↓
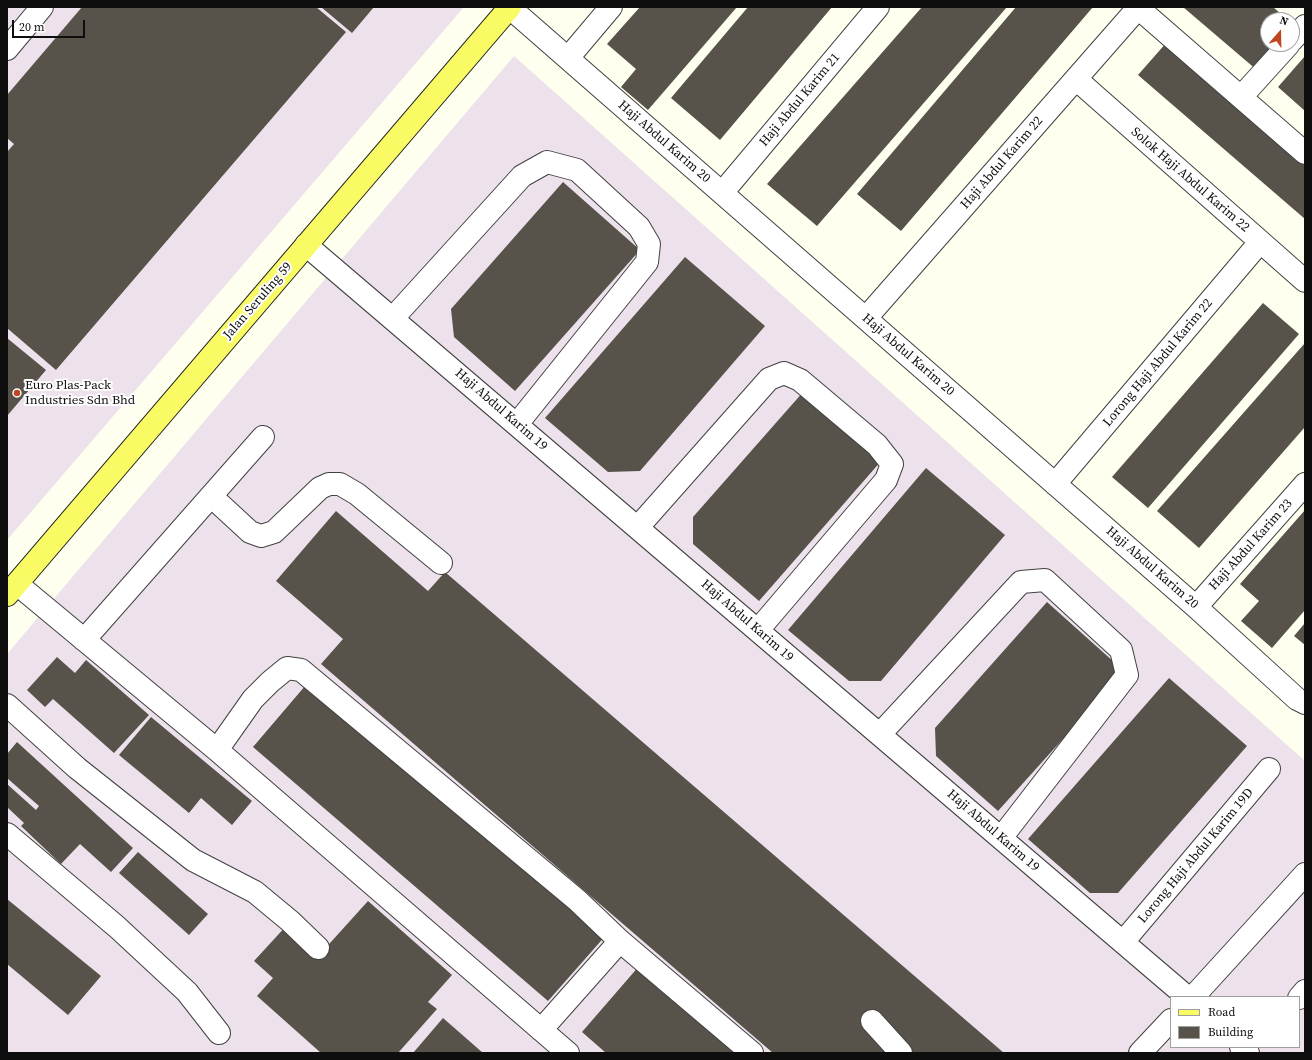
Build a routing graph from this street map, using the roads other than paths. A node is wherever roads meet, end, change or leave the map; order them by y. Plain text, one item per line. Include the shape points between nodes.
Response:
1 (42, 7) edge
2 (510, 7) edge
3 (611, 7) edge
4 (878, 7) edge
5 (1138, 7) edge
6 (7, 49) edge
7 (1282, 52) edge
8 (568, 58) junction
9 (1076, 79) junction
10 (1241, 97) junction
11 (1305, 153) edge
12 (722, 193) junction
13 (1260, 242) junction
14 (306, 245) junction
15 (1305, 281) edge
16 (393, 318) junction
17 (866, 318) junction
18 (517, 424) junction
19 (263, 437) dead end
20 (1055, 484) junction
21 (1305, 484) edge
22 (211, 496) junction
23 (638, 527) junction
24 (441, 563) dead end
25 (12, 589) edge
26 (1196, 607) junction
27 (758, 630) junction
28 (84, 640) junction
29 (1305, 703) edge
30 (7, 705) edge
31 (880, 734) junction
32 (217, 750) junction
33 (1269, 769) dead end
34 (7, 834) edge
35 (1001, 838) junction
36 (1305, 874) edge
37 (620, 941) junction
38 (1123, 942) junction
39 (318, 948) dead end
40 (1186, 996) edge
41 (1193, 996) edge
42 (872, 1021) dead end
43 (1170, 1021) edge
44 (541, 1030) junction
45 (218, 1033) dead end
46 (568, 1053) edge
47 (752, 1053) edge
48 (901, 1053) edge
49 (1140, 1053) edge

1 - 6 street
2 - 8 street, Haji Abdul Karim 20
2 - 14 main road, Jalan Seruling 59
3 - 8 street
4 - 12 street, Haji Abdul Karim 21
5 - 9 street, Haji Abdul Karim 22
5 - 10 street
7 - 10 street
8 - 12 street, Haji Abdul Karim 20
9 - 13 street, Solok Haji Abdul Karim 22
9 - 17 street, Haji Abdul Karim 22
10 - 11 street
12 - 17 street, Haji Abdul Karim 20
13 - 15 street, Solok Haji Abdul Karim 22
13 - 20 street, Lorong Haji Abdul Karim 22
14 - 16 street, Haji Abdul Karim 19
14 - 25 main road, Jalan Seruling 59
16 - 18 street, Haji Abdul Karim 19
16 - 18 street via 522,176 547,162 577,170 639,227 649,244 647,262
17 - 20 street, Haji Abdul Karim 20
18 - 23 street, Haji Abdul Karim 19
19 - 22 street
20 - 26 street, Haji Abdul Karim 20
21 - 26 street, Haji Abdul Karim 23
22 - 24 street via 250,532 261,536 274,532 320,488 340,484 357,494
22 - 28 street
23 - 27 street, Haji Abdul Karim 19
23 - 27 street via 769,379 784,373 800,380 877,445 892,464 886,480
25 - 28 street
26 - 29 street, Haji Abdul Karim 20 via 1296,699
27 - 31 street, Haji Abdul Karim 19
28 - 32 street
30 - 39 street via 77,768 193,860 255,892
31 - 35 street, Haji Abdul Karim 19
31 - 35 street via 1021,582 1044,580 1121,650 1127,675
32 - 37 street via 253,699 270,682 287,668 301,670 578,900
32 - 44 street
33 - 38 street, Lorong Haji Abdul Karim 19D
34 - 45 street via 117,927 187,992
35 - 38 street, Haji Abdul Karim 19
36 - 41 street
37 - 44 street
37 - 47 street
38 - 40 street, Haji Abdul Karim 19
42 - 48 street
43 - 49 street
44 - 46 street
↑
** Try it **
Make an exact copy of every record, pictures excluded.

** Task answer **
Build a routing graph from this street map, using the roads other than paths. A node is wherever roads meet, end, change or leave the map; order them by y. Plain text, one item per line. Include the shape points between nodes.
Response:
1 (42, 7) edge
2 (510, 7) edge
3 (611, 7) edge
4 (878, 7) edge
5 (1138, 7) edge
6 (7, 49) edge
7 (1282, 52) edge
8 (568, 58) junction
9 (1076, 79) junction
10 (1241, 97) junction
11 (1305, 153) edge
12 (722, 193) junction
13 (1260, 242) junction
14 (306, 245) junction
15 (1305, 281) edge
16 (393, 318) junction
17 (866, 318) junction
18 (517, 424) junction
19 (263, 437) dead end
20 (1055, 484) junction
21 (1305, 484) edge
22 (211, 496) junction
23 (638, 527) junction
24 (441, 563) dead end
25 (12, 589) edge
26 (1196, 607) junction
27 (758, 630) junction
28 (84, 640) junction
29 (1305, 703) edge
30 (7, 705) edge
31 (880, 734) junction
32 (217, 750) junction
33 (1269, 769) dead end
34 (7, 834) edge
35 (1001, 838) junction
36 (1305, 874) edge
37 (620, 941) junction
38 (1123, 942) junction
39 (318, 948) dead end
40 (1186, 996) edge
41 (1193, 996) edge
42 (872, 1021) dead end
43 (1170, 1021) edge
44 (541, 1030) junction
45 (218, 1033) dead end
46 (568, 1053) edge
47 (752, 1053) edge
48 (901, 1053) edge
49 (1140, 1053) edge

1 - 6 street
2 - 8 street, Haji Abdul Karim 20
2 - 14 main road, Jalan Seruling 59
3 - 8 street
4 - 12 street, Haji Abdul Karim 21
5 - 9 street, Haji Abdul Karim 22
5 - 10 street
7 - 10 street
8 - 12 street, Haji Abdul Karim 20
9 - 13 street, Solok Haji Abdul Karim 22
9 - 17 street, Haji Abdul Karim 22
10 - 11 street
12 - 17 street, Haji Abdul Karim 20
13 - 15 street, Solok Haji Abdul Karim 22
13 - 20 street, Lorong Haji Abdul Karim 22
14 - 16 street, Haji Abdul Karim 19
14 - 25 main road, Jalan Seruling 59
16 - 18 street, Haji Abdul Karim 19
16 - 18 street via 522,176 547,162 577,170 639,227 649,244 647,262
17 - 20 street, Haji Abdul Karim 20
18 - 23 street, Haji Abdul Karim 19
19 - 22 street
20 - 26 street, Haji Abdul Karim 20
21 - 26 street, Haji Abdul Karim 23
22 - 24 street via 250,532 261,536 274,532 320,488 340,484 357,494
22 - 28 street
23 - 27 street, Haji Abdul Karim 19
23 - 27 street via 769,379 784,373 800,380 877,445 892,464 886,480
25 - 28 street
26 - 29 street, Haji Abdul Karim 20 via 1296,699
27 - 31 street, Haji Abdul Karim 19
28 - 32 street
30 - 39 street via 77,768 193,860 255,892
31 - 35 street, Haji Abdul Karim 19
31 - 35 street via 1021,582 1044,580 1121,650 1127,675
32 - 37 street via 253,699 270,682 287,668 301,670 578,900
32 - 44 street
33 - 38 street, Lorong Haji Abdul Karim 19D
34 - 45 street via 117,927 187,992
35 - 38 street, Haji Abdul Karim 19
36 - 41 street
37 - 44 street
37 - 47 street
38 - 40 street, Haji Abdul Karim 19
42 - 48 street
43 - 49 street
44 - 46 street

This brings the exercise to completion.